Now things have changed. The Tories are ahead in the polls and the combination of higher taxes and concern about the waste of public spending must be contributing to that. Tolerance of higher taxation is conditional on a sense that the money is being used reasonably wisely, and the monthly shortfalls on tax revenue may have something to do with these concerns. Meanwhile, spending overruns continue to hit the news, with councils and defence joining the railways and the NHS in delivering poorer value for money. This leads to two questions: are things really unravelling for the Government? And might there need to be further tax increases before the next general election?
The answer to the first question, I think, is "a bit". And to the second, the answer is "no, but it will be obvious that there will have to be tax increases immediately after the election", and people aren't fools.
It is important not to become too alarmed that the Chancellor keeps missing his borrowing targets.
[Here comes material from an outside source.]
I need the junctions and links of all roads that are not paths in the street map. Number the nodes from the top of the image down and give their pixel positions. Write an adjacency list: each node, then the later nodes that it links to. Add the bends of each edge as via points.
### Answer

Back in 2001, he was supposed to borrow only £10bn this year (see the first graph above). Again and again the figure was increased, and if he does indeed need £40bn this year, then he will have to accept that no one will trust his forecasts in the future.
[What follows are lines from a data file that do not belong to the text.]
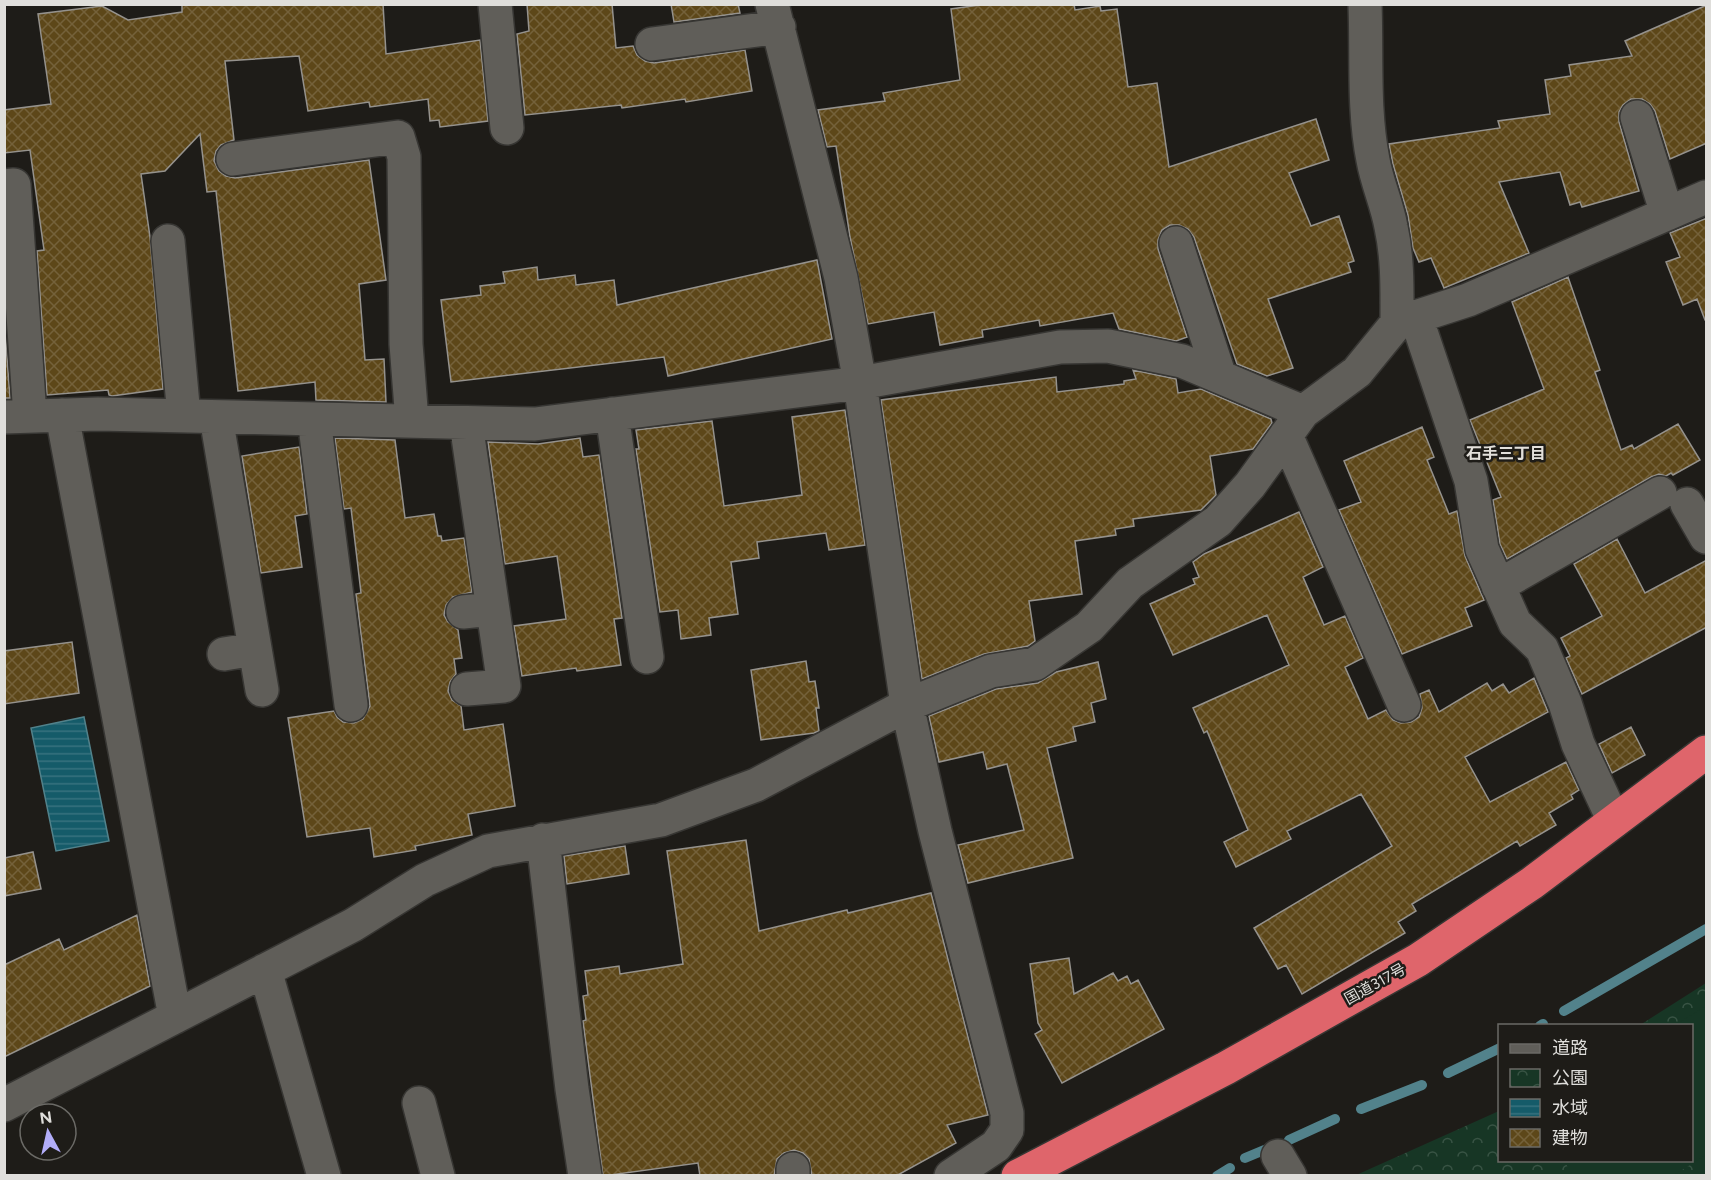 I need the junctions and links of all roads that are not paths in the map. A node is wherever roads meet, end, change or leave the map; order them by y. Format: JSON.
{"nodes":[{"id":1,"x":495,"y":4,"type":"edge"},
{"id":2,"x":1365,"y":4,"type":"edge"},
{"id":3,"x":776,"y":16,"type":"edge"},
{"id":4,"x":652,"y":44,"type":"dead end"},
{"id":5,"x":1637,"y":117,"type":"dead end"},
{"id":6,"x":507,"y":128,"type":"dead end"},
{"id":7,"x":233,"y":159,"type":"dead end"},
{"id":8,"x":4,"y":186,"type":"edge"},
{"id":9,"x":1707,"y":197,"type":"edge"},
{"id":10,"x":1667,"y":214,"type":"junction"},
{"id":11,"x":168,"y":241,"type":"dead end"},
{"id":12,"x":1176,"y":243,"type":"dead end"},
{"id":13,"x":1407,"y":320,"type":"junction"},
{"id":14,"x":1220,"y":377,"type":"junction"},
{"id":15,"x":860,"y":383,"type":"junction"},
{"id":16,"x":612,"y":414,"type":"junction"},
{"id":17,"x":62,"y":415,"type":"junction"},
{"id":18,"x":17,"y":416,"type":"edge"},
{"id":19,"x":184,"y":416,"type":"junction"},
{"id":20,"x":216,"y":417,"type":"junction"},
{"id":21,"x":314,"y":419,"type":"junction"},
{"id":22,"x":412,"y":421,"type":"junction"},
{"id":23,"x":466,"y":423,"type":"junction"},
{"id":24,"x":1295,"y":423,"type":"junction"},
{"id":25,"x":1707,"y":537,"type":"edge"},
{"id":26,"x":1498,"y":586,"type":"junction"},
{"id":27,"x":647,"y":657,"type":"dead end"},
{"id":28,"x":467,"y":689,"type":"dead end"},
{"id":29,"x":262,"y":690,"type":"dead end"},
{"id":30,"x":351,"y":705,"type":"dead end"},
{"id":31,"x":907,"y":705,"type":"junction"},
{"id":32,"x":1404,"y":705,"type":"dead end"},
{"id":33,"x":1707,"y":752,"type":"edge"},
{"id":34,"x":1614,"y":821,"type":"junction"},
{"id":35,"x":543,"y":840,"type":"junction"},
{"id":36,"x":265,"y":970,"type":"junction"},
{"id":37,"x":176,"y":1017,"type":"junction"},
{"id":38,"x":419,"y":1102,"type":"dead end"},
{"id":39,"x":4,"y":1105,"type":"edge"},
{"id":40,"x":324,"y":1176,"type":"edge"},
{"id":41,"x":438,"y":1176,"type":"edge"},
{"id":42,"x":585,"y":1176,"type":"edge"},
{"id":43,"x":951,"y":1176,"type":"edge"},
{"id":44,"x":1018,"y":1176,"type":"edge"}],
"edges":[{"from":1,"to":6,"type":"street"},
{"from":2,"to":13,"type":"street"},
{"from":3,"to":4,"type":"street"},
{"from":3,"to":15,"type":"street"},
{"from":5,"to":10,"type":"street"},
{"from":7,"to":22,"type":"street"},
{"from":8,"to":18,"type":"street"},
{"from":9,"to":10,"type":"street"},
{"from":10,"to":13,"type":"street"},
{"from":11,"to":19,"type":"street"},
{"from":12,"to":14,"type":"street"},
{"from":13,"to":24,"type":"street"},
{"from":13,"to":26,"type":"street"},
{"from":14,"to":15,"type":"street"},
{"from":14,"to":24,"type":"street"},
{"from":15,"to":16,"type":"street"},
{"from":15,"to":31,"type":"street"},
{"from":16,"to":23,"type":"street"},
{"from":16,"to":27,"type":"street"},
{"from":17,"to":18,"type":"street"},
{"from":17,"to":19,"type":"street"},
{"from":17,"to":37,"type":"street"},
{"from":19,"to":20,"type":"street"},
{"from":20,"to":21,"type":"street"},
{"from":20,"to":29,"type":"street"},
{"from":21,"to":22,"type":"street"},
{"from":21,"to":30,"type":"street"},
{"from":22,"to":23,"type":"street"},
{"from":23,"to":28,"type":"street"},
{"from":24,"to":31,"type":"street"},
{"from":24,"to":32,"type":"street"},
{"from":25,"to":26,"type":"street"},
{"from":26,"to":34,"type":"street"},
{"from":31,"to":35,"type":"street"},
{"from":31,"to":43,"type":"street"},
{"from":33,"to":34,"type":"highway","name":"国道317号"},
{"from":34,"to":44,"type":"highway","name":"国道317号"},
{"from":35,"to":36,"type":"street"},
{"from":35,"to":42,"type":"street"},
{"from":36,"to":37,"type":"street"},
{"from":36,"to":40,"type":"street"},
{"from":37,"to":39,"type":"street"},
{"from":38,"to":41,"type":"street"}]}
But you have to remember that public borrowing is the gap between two huge items and quite small shortfalls in revenue or overruns on spending make the borrowing look awful. Provided there is decent growth, we can ride through all right. The maths are terribly simple. In the case of Germany last year, the deficit will turn out to be 4 per cent of GDP, but since there was zero growth, all the additional debt shows up as a rise in the overall burden that future generations will have to service. Here, we will have a deficit of 3.5 per cent of GDP but growth of 2 per cent. Therefore, the increase in overall indebtedness relative to the size of the economy is modest.
So the worry is not this year; the worry is what the shortfall this year says about the future. Some estimates for public sector borrowing by Roger Bootle, carried out for Deloitte, are shown in the second graph. Mr Bootle gives the Chancellor the benefit of the doubt this year, but he reckons that next year the deficit will rise rather than fall back. The shortfall in tax revenue is structural rather than cyclical.
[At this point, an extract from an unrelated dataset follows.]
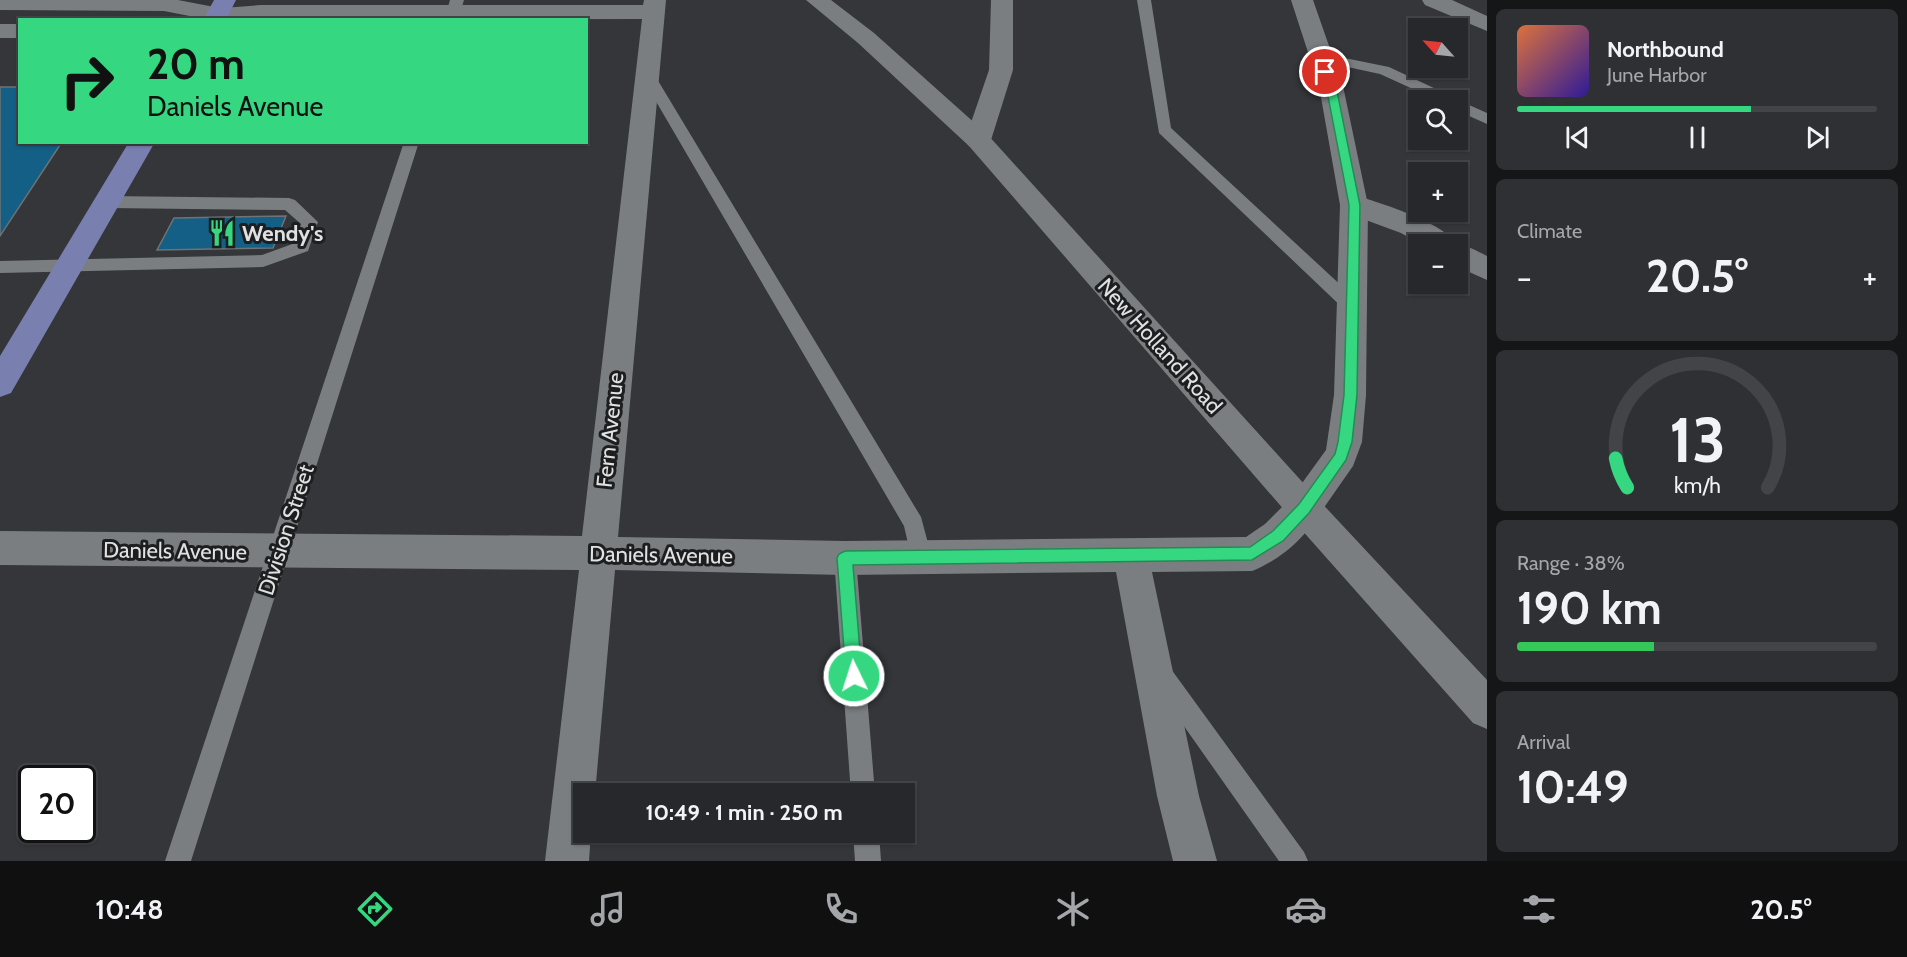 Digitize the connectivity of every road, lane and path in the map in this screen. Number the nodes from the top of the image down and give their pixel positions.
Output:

There is a catch 22 here. Faster growth in the economy will not increase tax revenues by as much as the Chancellor hopes. But if he tries to close the gap by increasing taxation, that will slow the growth, so the revenues still won't rise by enough. Um.
You can see the projected rise in the tax burden in the third graph. By the standards of the early 1980s, when the Tories were grappling with the combination of a world recession and public spending that had got out of control, the projected rise in tax is quite modest. However, these estimates assume the economy is growing at 3 to 3.5 per cent, well above its trend rate, and in the face of rising interest rates. It does not feel right: either spending cuts or tax increases are the only possible outcome, despite the damage that tax increases would do to growth.
But Mr Brown probably does not need to announce tax rises in the next Budget or in that of spring 2005, assuming he is indeed still in the job. The reason is that other countries' deficits will look even worse. The US will have a deficit of 5 per cent of GDP; the big three continental countries somewhere between 3 per cent and 4 per cent; Japan, phew, 7 per cent. We look bad but so does everyone else.
And that leads to a wider conclusion. All developed country governments are following unsustainable fiscal policies. They are loading debts on to future generations of earners, which will in the case of Europe and Japan be smaller than the present one. Society will not tolerate irresponsible fiscal policies indefinitely, just as it did not tolerate irresponsible monetary policies. It took monetary policy out of the hands of elected politicians.
My guess is that we are in the early stages in a reassessment of the proper role of government with regard to finance. Yes, elected governments will be allowed to increase public spending if they also increase taxation to pay for it. But Mr Brown's trick, borrowing a bit more and hoping to get away with it, will seem as odd as the Tory trick of cutting interest rates just before an election.